The students walked away from the unit with a deeper sense of the wars America has been and a more nuanced understanding of World War II and Vietnam. The students also understood that there was a history of anti-war activism and gained general ways that the activists engaged in them. They still, however, fell overwhelmed and lost. "It's (war) just so overwhelming...so big...I mean where do I begin" one student articulated during the interview. "I think for this (student activism) to work, more classes need to be like this one...and it can't just be for what two and a half weeks" another student shared. "In civics we learn all about the checks and balances, how a bill becomes a law, that citizens have voice...but we never learn how to organize for or like create change. We are told we have a voice but I never taught how to use it," another student shared. Another student countered that though arguing, "This was hard...it was only two and a half weeks? I mean it felt like more. That was serious stuff we studied...I don't know if I...I don't know if students can take this in more classes.

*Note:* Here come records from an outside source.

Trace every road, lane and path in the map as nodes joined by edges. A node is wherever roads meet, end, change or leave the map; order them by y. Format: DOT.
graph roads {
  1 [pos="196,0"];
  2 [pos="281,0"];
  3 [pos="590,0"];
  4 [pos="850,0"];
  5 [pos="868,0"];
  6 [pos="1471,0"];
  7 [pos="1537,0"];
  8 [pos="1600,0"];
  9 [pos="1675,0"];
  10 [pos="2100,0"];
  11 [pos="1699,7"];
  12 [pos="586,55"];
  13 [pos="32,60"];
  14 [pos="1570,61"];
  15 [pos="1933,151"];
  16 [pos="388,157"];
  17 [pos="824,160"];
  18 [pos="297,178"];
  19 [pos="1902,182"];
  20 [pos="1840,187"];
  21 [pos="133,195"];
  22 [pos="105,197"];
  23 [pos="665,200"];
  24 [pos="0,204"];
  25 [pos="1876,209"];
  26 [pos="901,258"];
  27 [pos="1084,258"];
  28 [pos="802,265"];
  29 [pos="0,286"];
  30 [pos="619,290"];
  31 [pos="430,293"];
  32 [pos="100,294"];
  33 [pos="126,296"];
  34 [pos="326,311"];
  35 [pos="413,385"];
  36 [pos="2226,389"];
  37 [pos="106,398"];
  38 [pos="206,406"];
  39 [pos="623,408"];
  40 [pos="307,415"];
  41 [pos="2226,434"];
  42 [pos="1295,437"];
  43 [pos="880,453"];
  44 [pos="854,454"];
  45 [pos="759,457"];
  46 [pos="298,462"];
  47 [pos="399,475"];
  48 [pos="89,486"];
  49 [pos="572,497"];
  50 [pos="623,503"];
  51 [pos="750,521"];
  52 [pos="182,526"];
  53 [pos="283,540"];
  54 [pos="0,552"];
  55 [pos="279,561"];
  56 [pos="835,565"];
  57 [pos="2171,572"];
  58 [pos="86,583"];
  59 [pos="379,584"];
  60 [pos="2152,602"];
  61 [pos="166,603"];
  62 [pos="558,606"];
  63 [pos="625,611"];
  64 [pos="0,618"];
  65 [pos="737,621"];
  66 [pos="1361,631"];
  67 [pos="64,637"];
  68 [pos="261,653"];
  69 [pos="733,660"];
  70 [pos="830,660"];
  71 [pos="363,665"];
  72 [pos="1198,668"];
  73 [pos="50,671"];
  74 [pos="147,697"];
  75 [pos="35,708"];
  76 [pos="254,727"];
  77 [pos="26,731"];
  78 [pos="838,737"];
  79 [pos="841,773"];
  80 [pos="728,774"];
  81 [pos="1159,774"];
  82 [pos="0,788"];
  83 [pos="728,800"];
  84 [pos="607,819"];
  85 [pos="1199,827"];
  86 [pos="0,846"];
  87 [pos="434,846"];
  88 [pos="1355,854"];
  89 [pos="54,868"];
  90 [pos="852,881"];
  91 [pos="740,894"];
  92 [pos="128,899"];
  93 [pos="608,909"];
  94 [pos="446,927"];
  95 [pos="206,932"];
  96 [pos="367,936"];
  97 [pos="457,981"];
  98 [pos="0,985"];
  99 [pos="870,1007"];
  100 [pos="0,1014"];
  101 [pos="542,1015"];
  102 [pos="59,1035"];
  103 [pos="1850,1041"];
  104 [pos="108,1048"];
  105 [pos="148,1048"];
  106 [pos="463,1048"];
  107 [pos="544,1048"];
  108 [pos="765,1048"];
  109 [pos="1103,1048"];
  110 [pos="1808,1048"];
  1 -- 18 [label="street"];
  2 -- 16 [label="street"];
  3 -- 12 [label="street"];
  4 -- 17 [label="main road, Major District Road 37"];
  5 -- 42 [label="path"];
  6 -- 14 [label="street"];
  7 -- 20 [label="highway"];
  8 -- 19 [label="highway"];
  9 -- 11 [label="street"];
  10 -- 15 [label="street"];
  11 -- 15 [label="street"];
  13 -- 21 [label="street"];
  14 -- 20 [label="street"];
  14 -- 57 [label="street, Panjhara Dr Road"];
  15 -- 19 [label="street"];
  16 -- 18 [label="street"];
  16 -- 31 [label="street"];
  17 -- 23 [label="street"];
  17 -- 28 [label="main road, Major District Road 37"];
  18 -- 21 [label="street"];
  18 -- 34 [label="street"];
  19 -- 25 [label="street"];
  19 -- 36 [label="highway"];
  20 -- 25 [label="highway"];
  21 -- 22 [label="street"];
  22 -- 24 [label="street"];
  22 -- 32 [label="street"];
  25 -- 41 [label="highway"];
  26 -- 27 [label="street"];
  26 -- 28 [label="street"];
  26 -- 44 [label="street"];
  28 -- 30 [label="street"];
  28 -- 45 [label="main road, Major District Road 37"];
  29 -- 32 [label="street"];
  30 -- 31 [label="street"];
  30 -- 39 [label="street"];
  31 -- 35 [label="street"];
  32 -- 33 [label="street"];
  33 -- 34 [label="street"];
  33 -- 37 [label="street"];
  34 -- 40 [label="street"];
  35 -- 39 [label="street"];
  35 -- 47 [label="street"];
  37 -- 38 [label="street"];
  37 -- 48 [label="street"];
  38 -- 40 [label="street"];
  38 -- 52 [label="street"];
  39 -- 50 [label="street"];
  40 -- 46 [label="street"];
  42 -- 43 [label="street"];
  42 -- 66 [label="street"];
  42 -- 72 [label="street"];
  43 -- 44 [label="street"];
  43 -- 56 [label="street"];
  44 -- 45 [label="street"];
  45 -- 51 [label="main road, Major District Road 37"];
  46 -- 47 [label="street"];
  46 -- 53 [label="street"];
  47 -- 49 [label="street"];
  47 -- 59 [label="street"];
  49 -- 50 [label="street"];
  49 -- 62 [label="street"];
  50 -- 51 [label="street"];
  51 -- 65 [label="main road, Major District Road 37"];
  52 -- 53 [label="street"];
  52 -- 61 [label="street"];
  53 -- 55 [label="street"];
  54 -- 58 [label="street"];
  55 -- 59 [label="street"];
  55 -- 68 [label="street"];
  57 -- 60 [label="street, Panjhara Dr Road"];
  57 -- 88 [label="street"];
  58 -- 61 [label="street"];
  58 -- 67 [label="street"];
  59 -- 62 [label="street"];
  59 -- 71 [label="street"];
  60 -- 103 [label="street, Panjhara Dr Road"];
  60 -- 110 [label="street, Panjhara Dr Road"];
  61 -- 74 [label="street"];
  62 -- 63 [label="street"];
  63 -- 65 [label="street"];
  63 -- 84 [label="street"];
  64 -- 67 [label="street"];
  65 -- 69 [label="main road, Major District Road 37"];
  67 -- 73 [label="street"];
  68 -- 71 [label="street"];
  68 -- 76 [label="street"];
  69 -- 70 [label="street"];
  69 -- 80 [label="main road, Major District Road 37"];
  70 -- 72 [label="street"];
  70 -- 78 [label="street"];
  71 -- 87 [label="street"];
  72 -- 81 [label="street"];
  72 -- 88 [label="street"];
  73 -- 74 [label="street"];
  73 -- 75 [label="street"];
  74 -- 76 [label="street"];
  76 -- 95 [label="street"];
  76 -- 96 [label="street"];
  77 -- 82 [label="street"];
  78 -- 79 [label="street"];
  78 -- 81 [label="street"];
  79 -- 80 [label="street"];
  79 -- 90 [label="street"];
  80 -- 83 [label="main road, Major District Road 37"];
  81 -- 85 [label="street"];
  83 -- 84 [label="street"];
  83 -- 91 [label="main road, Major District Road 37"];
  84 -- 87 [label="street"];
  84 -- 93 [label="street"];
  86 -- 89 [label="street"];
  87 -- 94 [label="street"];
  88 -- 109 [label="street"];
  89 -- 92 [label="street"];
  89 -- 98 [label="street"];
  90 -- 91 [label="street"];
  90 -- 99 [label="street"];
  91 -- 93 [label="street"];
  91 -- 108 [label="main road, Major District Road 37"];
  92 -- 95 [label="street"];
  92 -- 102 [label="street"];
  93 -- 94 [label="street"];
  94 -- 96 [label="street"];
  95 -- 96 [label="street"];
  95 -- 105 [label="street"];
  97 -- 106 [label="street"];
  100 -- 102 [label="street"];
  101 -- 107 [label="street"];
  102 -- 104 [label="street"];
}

Since the events of September 11, 2001 the United States has been in a nearly constant state of war. Students need to be taught a more nuanced and complete narrative on the wars that America has been involved in. Perhaps more needed is a shift in how we teach civics, government and citizenship. In regards to both war and citizenship rather than a recitation of people, places, events, and activities that involve critical thinking, we need to help our students learn to use their voices, their writing, their research, and their activism in real spaces engaging real events. If this form of citizenship doesn't become a habit our wars will continue without a real sense of why or when or how they should be stopped.